I soggetti (e gli oggetti) vivono in una magia reale, possibile e di rara bellezza, come quando ci troviamo davanti ai pesci che fluttuano Intorno al sole (Sole e Balena). In questa sua capacità di trasformare – artisticamente parlando – il particolare irrazionale e “alogico” in un generale compiuto e naturale, sta la “perfezione” di Boccardini: egli non ci sorprende per la “incompatibilità” ma per l’abilita’ e la naturalezza con le quali riesce a far convivere insieme tutti i suoi elementi, reali e non.

Come le pere intorno a Cleopatra, o L’urlo dell’uccello (o, forse… urlano il mare e tutta la natura circostante?). Indipendentemente dal significato simbolico e, quindi, dalla chiave di lettura che potremmo cercare indagando le sue figure, implicando in questo modo l’utilizzo di un linguaggio e di un codice razionale ecco, prima ancora di tutto questo, preferisco soffermarmi sulla “fase” di percezione dell’opera e non di studio che, inevitabilmente, ci allontanerebbe dalla capacità di scorgere dentro il nostro inconscio e quindi anche in quello dell’artista.
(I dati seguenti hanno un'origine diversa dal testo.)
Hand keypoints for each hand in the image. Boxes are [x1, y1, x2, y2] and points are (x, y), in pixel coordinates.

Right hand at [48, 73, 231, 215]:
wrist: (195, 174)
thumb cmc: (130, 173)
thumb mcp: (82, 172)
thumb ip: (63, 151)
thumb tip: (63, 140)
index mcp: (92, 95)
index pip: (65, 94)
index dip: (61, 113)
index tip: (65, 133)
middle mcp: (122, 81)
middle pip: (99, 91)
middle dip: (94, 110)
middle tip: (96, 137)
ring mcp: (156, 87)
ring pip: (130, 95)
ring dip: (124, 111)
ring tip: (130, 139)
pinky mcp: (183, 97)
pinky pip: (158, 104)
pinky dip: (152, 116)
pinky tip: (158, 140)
In tutto ciò, non resta che dedurre che lo stesso Boccardini sia parte di quel suo universo: oggi più che mai le sue tele sono un codice di segni e graffi che l’autore recupera dentro il suo passato e il suo vissuto, con autenticità e immediatezza. Non ha più tempo per tecnicismi e abilità stilistiche. Nella sintesi cerca l’elemento perfetto in quanto fedele a se stesso, pertanto vero. Il graffio gli è amico e riempie la solitudine – amara – dei suoi ricordi sulla tela, come quelli d’infanzia. E resta parte integrante di uno spazio che non indaga, ma accetta; non perché spinto da un atteggiamento passivo ma, bensì, in quanto consapevole e certo, che esista un ordine già stabilito, un universo che segue le sue leggi e nel quale anch’egli vive in perfetta armonia, seppure conscio che il tempo non gli sia più amico. Nel suo stile surrealista, vive una realistica consapevolezza. Di chi ha saputo comprendere le tappe del proprio viaggio. Il proprio ruolo.
L’artista ci mostra pertanto un “mondo possibile”, in cui tutto può coesistere e convivere, in modo naturale, in un insieme che si trasforma in perfezione rara e universale. In questo senso, di “insieme perfetto” mi è difficile ignorare la memoria della sensazione di completezza che, allo stesso modo, mi suscitano alcuni versi del Paradiso dantesco, precisamente nell’ultimo canto, il XXXIII, dall’ottantacinquesimo all’ottantasettesimo verso, durante la “folgorazione” e la “contemplazione” che prova Dante al momento del suo incontro con Dio, cioè al momento dell’incontro con l’essenza di Colui che, con amore, unifica il creato, in un “tutto unico armonico perfetto”: “Nel suo profondo vidi che s’interna, legato con amore in un volume, ciò che per l’universo si squaderna”.